Venezuela was going to cut 20 percent of its electricity consumption in a vast consciousness-raising exercise. Instead, electricity consumption is flat year-over-year as small consumers swamp the huge savings imposed on heavy industry.
The breakdown, utility by utility:
Cadafe is the country’s biggest utility, handling 3 million customers, most of them unmetered small businesses and homes in low-income neighborhoods. Their consumption and peak demand rose year-over-year.
Edelca is the utility that handles the biggest users, such as steel mills, aluminum smelters, and municipal water districts. Their consumption and peak demand are down enough to balance out the increased consumption among most other utilities.
EDC is Caracas’s utility. There was a bit of savings there in January. Flat consumption in February. March, which hasn’t been released yet, will very likely show increased consumption year-over-year, as a heat wave caused demand to rise. (Air conditioning is probably the biggest single energy user in Caracas.)
Enelven is the utility for Maracaibo, the second-largest city. They actually have a relatively smart version of rationing there, in which neighborhoods are excepted from rolling blackouts for the week if in the prior week they saved at least 10% of their power. Sadly, some smarts haven’t been enough to save electricity, as electricity use surged year-over-year.
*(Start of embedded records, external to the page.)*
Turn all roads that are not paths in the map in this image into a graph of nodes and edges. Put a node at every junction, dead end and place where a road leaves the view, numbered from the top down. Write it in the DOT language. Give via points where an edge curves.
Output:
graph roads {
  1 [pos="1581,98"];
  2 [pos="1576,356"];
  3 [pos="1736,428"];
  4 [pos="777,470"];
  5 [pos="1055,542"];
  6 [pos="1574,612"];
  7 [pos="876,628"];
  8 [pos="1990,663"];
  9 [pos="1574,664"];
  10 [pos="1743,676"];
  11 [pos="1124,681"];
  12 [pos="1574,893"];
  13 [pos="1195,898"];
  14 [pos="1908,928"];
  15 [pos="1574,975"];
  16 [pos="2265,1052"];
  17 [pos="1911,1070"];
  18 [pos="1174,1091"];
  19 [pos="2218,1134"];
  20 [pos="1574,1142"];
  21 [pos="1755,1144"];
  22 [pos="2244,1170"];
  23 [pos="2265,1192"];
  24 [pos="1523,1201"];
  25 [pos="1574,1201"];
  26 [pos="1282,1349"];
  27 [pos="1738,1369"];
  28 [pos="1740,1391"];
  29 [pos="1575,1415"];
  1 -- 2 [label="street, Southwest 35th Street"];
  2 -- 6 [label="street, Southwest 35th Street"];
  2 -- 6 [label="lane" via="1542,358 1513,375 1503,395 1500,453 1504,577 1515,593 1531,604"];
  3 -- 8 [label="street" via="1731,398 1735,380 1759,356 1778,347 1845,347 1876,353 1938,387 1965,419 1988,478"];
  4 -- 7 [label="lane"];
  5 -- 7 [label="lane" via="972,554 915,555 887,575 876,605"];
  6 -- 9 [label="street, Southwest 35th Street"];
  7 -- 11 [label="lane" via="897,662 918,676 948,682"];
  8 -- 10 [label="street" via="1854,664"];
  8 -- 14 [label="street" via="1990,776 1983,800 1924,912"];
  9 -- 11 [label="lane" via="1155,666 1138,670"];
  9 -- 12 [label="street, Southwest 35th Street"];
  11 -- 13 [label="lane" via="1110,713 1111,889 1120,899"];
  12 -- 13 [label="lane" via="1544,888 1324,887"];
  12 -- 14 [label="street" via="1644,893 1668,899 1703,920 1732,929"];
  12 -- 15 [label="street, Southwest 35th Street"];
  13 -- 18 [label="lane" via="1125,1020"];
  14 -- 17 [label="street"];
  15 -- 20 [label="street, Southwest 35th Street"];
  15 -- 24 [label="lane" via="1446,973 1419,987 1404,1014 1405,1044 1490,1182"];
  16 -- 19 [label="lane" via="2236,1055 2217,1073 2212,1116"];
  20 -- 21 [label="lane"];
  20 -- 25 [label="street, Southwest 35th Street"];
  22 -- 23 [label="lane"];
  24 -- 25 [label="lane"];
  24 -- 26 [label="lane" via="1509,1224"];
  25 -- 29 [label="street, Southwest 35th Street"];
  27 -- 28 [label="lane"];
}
Enelval, which covers the industrial city of Valencia, predictably boosted energy use. Factories subjected to unpredictable blackouts are working longer hours to make up for the interruptions, and homes have their air conditioning and refrigerators turned up so when the lights go out, they can stay fresh for a while.
Short version: the heavy industry cuts saved our butts this year. We’ll see if power-plant construction can do the same next year.
(March numbers should be coming soon; I’ll update at that point.)